▶ [GIVEN DATA]:
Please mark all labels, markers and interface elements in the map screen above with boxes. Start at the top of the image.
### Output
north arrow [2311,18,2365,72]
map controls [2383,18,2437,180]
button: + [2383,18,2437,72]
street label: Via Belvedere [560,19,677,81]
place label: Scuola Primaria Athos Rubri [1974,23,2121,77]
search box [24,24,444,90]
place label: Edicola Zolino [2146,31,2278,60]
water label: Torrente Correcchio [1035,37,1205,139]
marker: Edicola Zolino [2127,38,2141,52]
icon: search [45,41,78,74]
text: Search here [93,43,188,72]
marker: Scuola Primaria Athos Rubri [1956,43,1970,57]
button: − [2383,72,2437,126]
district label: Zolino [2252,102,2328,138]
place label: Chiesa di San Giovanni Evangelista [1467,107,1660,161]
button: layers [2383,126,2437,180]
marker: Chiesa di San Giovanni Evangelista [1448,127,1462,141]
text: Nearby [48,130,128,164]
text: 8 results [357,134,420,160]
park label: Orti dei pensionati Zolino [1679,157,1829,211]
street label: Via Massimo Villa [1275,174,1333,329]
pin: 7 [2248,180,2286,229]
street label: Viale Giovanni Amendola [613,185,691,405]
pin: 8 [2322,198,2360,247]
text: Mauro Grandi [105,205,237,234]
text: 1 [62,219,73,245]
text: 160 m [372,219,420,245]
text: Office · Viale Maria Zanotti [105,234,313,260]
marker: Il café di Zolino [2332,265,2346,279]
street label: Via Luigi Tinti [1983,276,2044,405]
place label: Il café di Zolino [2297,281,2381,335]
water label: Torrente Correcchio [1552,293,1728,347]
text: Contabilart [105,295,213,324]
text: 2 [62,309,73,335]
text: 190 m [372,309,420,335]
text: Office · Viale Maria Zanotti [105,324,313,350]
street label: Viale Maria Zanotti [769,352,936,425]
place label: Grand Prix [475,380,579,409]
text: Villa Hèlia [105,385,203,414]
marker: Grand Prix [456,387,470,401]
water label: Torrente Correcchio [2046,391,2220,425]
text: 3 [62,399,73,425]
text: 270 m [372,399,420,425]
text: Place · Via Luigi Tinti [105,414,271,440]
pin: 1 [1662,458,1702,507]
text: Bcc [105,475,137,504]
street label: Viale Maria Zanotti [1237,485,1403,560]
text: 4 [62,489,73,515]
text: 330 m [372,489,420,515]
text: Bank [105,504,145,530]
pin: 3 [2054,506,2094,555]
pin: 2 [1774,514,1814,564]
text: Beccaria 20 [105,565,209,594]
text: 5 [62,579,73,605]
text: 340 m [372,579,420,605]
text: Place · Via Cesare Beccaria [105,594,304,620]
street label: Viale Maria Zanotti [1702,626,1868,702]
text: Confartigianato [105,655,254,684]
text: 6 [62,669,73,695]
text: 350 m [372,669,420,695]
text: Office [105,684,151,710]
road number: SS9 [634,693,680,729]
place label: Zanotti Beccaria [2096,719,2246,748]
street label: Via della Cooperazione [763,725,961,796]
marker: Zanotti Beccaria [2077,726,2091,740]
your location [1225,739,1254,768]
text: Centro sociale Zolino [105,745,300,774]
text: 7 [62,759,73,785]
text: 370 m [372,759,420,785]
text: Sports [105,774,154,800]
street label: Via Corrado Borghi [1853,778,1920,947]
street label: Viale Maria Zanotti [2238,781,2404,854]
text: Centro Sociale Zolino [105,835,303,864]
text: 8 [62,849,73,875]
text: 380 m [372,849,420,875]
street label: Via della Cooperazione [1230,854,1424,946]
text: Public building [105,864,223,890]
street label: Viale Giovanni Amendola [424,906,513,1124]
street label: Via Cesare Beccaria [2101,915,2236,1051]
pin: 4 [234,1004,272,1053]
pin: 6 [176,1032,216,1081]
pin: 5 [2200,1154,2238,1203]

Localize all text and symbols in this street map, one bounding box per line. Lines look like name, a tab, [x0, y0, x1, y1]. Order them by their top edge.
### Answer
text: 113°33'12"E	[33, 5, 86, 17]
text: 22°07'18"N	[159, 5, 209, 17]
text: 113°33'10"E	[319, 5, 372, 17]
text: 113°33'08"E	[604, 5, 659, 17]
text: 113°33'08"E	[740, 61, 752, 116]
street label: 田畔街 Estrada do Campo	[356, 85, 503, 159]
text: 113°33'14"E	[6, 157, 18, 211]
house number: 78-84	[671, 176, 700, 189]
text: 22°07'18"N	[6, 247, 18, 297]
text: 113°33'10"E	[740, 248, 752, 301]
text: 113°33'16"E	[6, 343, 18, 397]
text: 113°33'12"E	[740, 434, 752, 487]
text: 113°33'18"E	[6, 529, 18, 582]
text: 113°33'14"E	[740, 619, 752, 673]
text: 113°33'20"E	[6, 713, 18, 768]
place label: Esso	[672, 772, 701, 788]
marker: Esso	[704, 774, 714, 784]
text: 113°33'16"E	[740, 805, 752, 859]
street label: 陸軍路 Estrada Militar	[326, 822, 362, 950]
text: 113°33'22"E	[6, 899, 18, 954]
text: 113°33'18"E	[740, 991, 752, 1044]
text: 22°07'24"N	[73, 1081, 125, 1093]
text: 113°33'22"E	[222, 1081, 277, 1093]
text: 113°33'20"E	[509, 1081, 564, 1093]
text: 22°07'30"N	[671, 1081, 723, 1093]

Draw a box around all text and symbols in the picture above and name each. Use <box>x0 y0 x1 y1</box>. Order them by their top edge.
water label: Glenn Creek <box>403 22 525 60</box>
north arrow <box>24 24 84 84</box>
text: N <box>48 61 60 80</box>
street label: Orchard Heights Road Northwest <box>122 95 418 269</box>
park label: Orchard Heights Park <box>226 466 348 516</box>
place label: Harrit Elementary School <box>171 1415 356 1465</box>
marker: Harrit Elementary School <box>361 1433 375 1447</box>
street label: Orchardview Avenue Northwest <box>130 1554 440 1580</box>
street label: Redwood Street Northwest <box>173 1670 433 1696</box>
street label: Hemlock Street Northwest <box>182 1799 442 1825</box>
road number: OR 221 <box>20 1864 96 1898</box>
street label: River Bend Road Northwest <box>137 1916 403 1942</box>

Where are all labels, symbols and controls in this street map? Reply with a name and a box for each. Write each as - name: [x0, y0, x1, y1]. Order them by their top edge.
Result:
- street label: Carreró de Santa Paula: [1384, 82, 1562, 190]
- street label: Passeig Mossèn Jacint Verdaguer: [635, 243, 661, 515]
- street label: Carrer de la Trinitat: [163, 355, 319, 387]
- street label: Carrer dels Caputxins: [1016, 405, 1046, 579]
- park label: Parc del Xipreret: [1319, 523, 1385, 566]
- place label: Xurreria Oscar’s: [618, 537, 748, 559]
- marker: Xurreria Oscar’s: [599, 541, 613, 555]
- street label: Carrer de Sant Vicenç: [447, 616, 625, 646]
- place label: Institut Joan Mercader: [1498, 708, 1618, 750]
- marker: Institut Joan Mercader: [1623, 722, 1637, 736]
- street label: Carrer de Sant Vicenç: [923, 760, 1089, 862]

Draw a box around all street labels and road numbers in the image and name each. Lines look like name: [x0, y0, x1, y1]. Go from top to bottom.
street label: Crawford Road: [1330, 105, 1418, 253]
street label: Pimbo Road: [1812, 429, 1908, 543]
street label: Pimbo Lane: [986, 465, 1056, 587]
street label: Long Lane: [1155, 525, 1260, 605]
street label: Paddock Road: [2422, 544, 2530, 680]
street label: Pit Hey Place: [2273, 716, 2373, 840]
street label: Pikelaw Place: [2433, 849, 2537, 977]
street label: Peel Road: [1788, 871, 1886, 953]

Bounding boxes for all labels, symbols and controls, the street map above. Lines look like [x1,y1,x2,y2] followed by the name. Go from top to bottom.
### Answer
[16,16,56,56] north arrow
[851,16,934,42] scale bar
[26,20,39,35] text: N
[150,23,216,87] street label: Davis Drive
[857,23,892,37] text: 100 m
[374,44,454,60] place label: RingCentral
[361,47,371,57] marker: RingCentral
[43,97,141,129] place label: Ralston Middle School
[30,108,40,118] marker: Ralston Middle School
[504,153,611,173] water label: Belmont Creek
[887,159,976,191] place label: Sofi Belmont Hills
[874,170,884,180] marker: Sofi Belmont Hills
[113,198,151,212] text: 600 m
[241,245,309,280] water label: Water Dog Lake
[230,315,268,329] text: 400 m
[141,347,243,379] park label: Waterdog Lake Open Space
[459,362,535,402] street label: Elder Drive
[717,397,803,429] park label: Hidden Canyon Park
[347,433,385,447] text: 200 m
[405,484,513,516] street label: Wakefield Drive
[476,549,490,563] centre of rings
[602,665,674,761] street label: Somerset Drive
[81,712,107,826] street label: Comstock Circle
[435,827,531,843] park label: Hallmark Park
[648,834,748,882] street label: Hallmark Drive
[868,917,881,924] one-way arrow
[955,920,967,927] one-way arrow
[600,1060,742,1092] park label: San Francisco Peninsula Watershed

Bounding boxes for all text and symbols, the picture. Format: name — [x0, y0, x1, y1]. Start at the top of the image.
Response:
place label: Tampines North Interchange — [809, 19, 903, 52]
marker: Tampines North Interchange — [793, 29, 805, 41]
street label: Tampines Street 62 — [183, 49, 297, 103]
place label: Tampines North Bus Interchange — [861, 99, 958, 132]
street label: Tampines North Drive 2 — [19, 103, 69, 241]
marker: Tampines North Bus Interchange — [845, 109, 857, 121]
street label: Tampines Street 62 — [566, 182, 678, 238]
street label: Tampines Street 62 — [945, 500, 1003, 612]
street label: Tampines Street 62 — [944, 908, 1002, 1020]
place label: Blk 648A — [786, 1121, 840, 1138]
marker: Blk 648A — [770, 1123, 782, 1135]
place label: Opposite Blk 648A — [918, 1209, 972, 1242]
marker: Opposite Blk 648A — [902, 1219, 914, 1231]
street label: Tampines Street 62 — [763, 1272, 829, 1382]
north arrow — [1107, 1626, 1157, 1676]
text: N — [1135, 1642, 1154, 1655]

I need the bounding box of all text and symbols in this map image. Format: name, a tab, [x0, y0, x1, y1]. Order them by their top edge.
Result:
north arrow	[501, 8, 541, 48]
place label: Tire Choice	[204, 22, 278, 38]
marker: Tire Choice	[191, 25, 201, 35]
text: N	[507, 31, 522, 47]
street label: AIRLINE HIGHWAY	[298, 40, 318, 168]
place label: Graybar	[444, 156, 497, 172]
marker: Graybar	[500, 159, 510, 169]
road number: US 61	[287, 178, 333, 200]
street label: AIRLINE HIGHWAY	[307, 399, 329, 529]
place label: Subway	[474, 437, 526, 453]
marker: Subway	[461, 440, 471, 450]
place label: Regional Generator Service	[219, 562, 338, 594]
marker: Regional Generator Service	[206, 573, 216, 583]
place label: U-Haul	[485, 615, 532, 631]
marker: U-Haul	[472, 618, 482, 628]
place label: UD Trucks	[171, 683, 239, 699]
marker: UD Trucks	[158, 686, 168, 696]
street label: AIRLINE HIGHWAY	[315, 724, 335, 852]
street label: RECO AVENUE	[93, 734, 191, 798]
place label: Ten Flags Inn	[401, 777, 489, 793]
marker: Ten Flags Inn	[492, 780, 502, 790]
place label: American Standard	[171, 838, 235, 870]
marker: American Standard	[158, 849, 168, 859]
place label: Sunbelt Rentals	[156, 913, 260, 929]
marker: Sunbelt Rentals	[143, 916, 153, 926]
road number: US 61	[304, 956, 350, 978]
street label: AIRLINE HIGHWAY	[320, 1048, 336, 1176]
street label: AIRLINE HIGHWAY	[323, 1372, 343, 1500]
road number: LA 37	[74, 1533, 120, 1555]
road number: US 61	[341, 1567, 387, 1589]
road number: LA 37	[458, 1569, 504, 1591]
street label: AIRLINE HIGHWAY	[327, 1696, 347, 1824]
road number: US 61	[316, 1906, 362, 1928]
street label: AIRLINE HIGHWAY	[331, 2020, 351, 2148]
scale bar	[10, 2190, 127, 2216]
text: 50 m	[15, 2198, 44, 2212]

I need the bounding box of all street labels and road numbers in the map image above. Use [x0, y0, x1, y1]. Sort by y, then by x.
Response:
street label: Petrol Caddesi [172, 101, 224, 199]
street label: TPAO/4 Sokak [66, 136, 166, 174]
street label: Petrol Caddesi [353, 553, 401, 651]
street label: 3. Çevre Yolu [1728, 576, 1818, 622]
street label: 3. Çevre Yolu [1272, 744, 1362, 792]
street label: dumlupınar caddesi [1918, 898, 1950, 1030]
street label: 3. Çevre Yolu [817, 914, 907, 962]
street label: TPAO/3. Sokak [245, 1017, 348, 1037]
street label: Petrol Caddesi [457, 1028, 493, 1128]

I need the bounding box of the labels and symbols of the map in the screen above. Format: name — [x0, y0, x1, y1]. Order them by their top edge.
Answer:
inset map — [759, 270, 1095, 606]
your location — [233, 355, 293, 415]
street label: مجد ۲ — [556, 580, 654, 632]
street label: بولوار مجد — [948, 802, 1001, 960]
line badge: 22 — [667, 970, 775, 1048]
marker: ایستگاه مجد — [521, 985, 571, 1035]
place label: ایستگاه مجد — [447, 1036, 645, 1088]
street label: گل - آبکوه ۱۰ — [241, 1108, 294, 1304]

▶ [WORK TASK]:
Look above for the line that contains "I need the bounding box of the". That line and every line after it through the end of the data must be written out exactly, with nothing else.

▶ [TASK SOLUTION]:
I need the bounding box of the labels and symbols of the map in the screen above. Format: name — [x0, y0, x1, y1]. Order them by their top edge.
Answer:
inset map — [759, 270, 1095, 606]
your location — [233, 355, 293, 415]
street label: مجد ۲ — [556, 580, 654, 632]
street label: بولوار مجد — [948, 802, 1001, 960]
line badge: 22 — [667, 970, 775, 1048]
marker: ایستگاه مجد — [521, 985, 571, 1035]
place label: ایستگاه مجد — [447, 1036, 645, 1088]
street label: گل - آبکوه ۱۰ — [241, 1108, 294, 1304]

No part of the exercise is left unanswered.